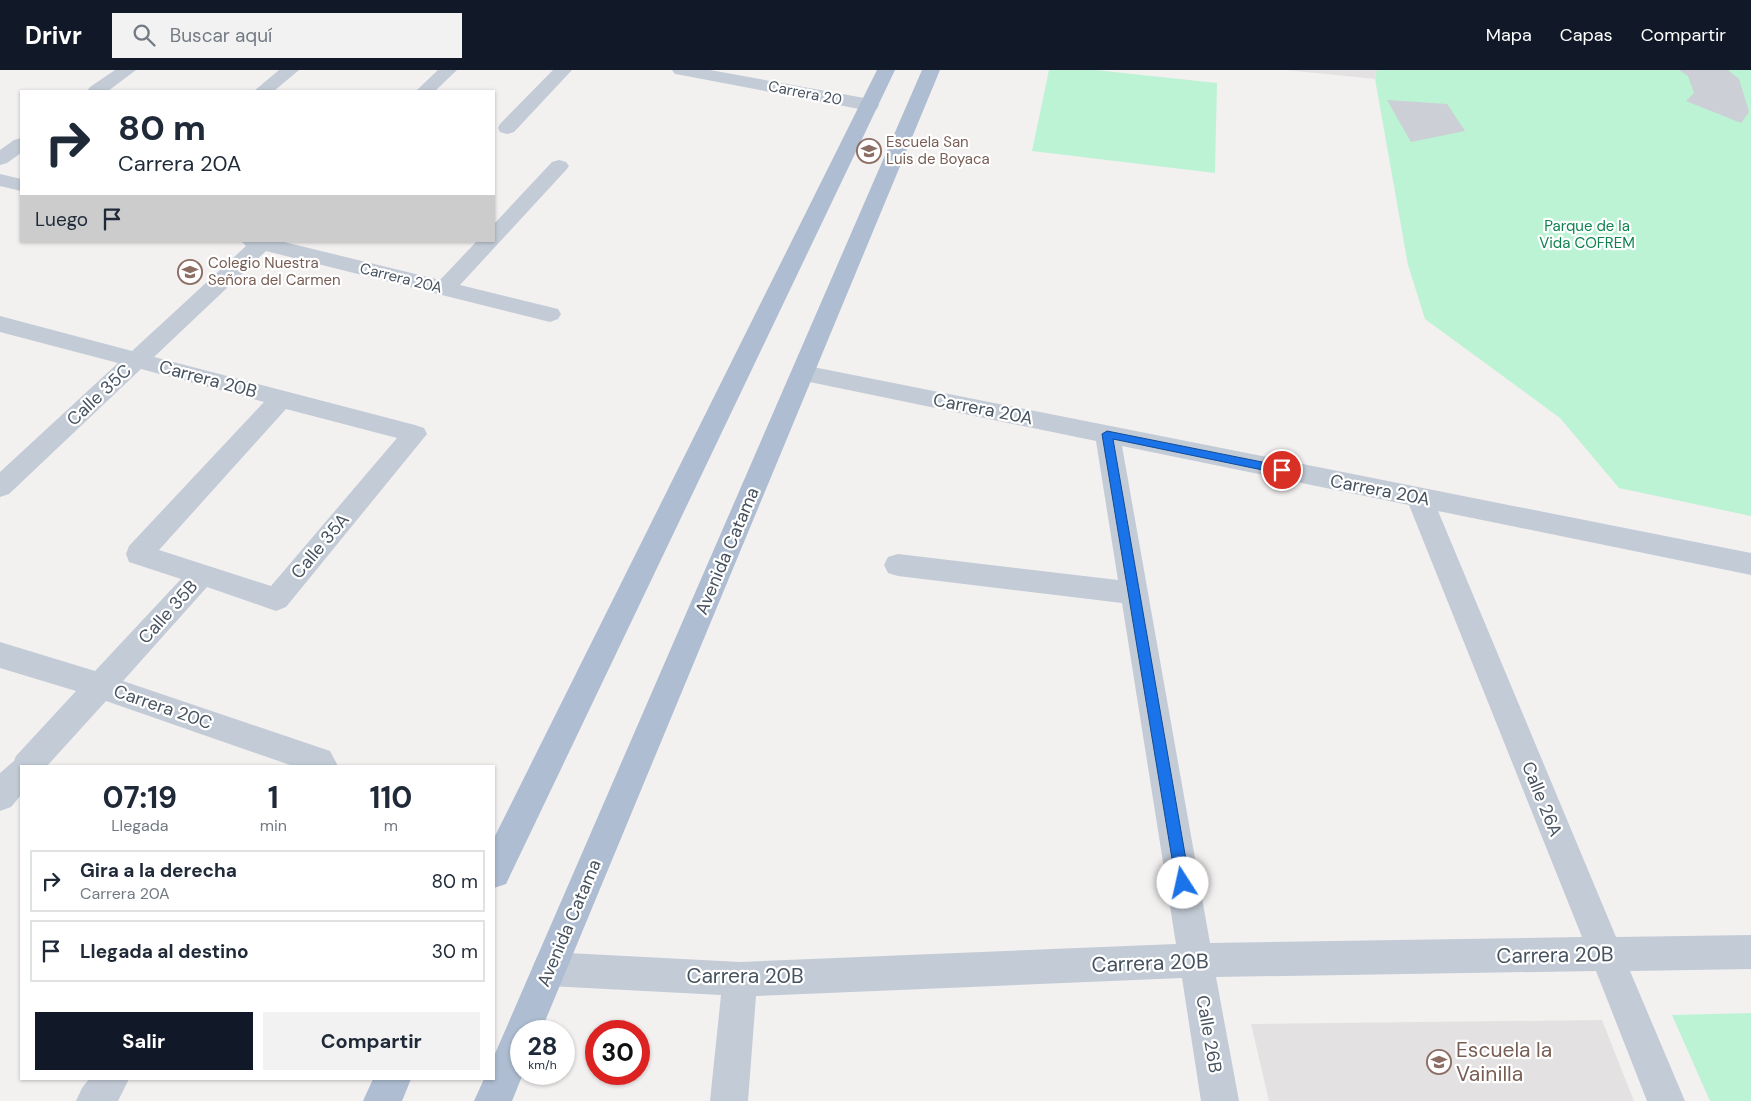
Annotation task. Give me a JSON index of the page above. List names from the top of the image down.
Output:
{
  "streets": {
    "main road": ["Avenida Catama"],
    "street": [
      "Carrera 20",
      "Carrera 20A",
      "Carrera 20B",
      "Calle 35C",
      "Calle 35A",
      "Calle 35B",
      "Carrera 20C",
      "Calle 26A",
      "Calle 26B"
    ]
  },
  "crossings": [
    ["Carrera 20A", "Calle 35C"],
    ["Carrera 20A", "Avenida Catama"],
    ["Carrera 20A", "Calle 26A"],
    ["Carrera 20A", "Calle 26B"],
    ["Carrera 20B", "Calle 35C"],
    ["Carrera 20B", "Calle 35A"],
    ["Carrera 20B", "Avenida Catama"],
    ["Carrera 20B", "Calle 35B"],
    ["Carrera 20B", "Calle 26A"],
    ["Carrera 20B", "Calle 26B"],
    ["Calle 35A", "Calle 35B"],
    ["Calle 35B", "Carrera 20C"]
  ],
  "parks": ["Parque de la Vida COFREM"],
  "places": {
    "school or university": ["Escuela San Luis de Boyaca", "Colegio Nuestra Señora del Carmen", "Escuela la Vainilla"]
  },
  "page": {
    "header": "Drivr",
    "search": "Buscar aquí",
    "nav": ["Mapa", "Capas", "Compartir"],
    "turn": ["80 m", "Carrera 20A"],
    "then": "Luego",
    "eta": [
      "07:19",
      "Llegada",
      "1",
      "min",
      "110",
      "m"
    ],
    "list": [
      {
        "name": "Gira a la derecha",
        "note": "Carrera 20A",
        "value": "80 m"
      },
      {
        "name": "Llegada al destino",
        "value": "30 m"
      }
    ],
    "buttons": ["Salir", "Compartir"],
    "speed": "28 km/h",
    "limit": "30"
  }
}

——

EXERCISE PROMPT: Reproduce the listing above exactly, excluding all pictures.

WRITTEN REPLY:
Annotation task. Give me a JSON index of the page above. List names from the top of the image down.
Output:
{
  "streets": {
    "main road": ["Avenida Catama"],
    "street": [
      "Carrera 20",
      "Carrera 20A",
      "Carrera 20B",
      "Calle 35C",
      "Calle 35A",
      "Calle 35B",
      "Carrera 20C",
      "Calle 26A",
      "Calle 26B"
    ]
  },
  "crossings": [
    ["Carrera 20A", "Calle 35C"],
    ["Carrera 20A", "Avenida Catama"],
    ["Carrera 20A", "Calle 26A"],
    ["Carrera 20A", "Calle 26B"],
    ["Carrera 20B", "Calle 35C"],
    ["Carrera 20B", "Calle 35A"],
    ["Carrera 20B", "Avenida Catama"],
    ["Carrera 20B", "Calle 35B"],
    ["Carrera 20B", "Calle 26A"],
    ["Carrera 20B", "Calle 26B"],
    ["Calle 35A", "Calle 35B"],
    ["Calle 35B", "Carrera 20C"]
  ],
  "parks": ["Parque de la Vida COFREM"],
  "places": {
    "school or university": ["Escuela San Luis de Boyaca", "Colegio Nuestra Señora del Carmen", "Escuela la Vainilla"]
  },
  "page": {
    "header": "Drivr",
    "search": "Buscar aquí",
    "nav": ["Mapa", "Capas", "Compartir"],
    "turn": ["80 m", "Carrera 20A"],
    "then": "Luego",
    "eta": [
      "07:19",
      "Llegada",
      "1",
      "min",
      "110",
      "m"
    ],
    "list": [
      {
        "name": "Gira a la derecha",
        "note": "Carrera 20A",
        "value": "80 m"
      },
      {
        "name": "Llegada al destino",
        "value": "30 m"
      }
    ],
    "buttons": ["Salir", "Compartir"],
    "speed": "28 km/h",
    "limit": "30"
  }
}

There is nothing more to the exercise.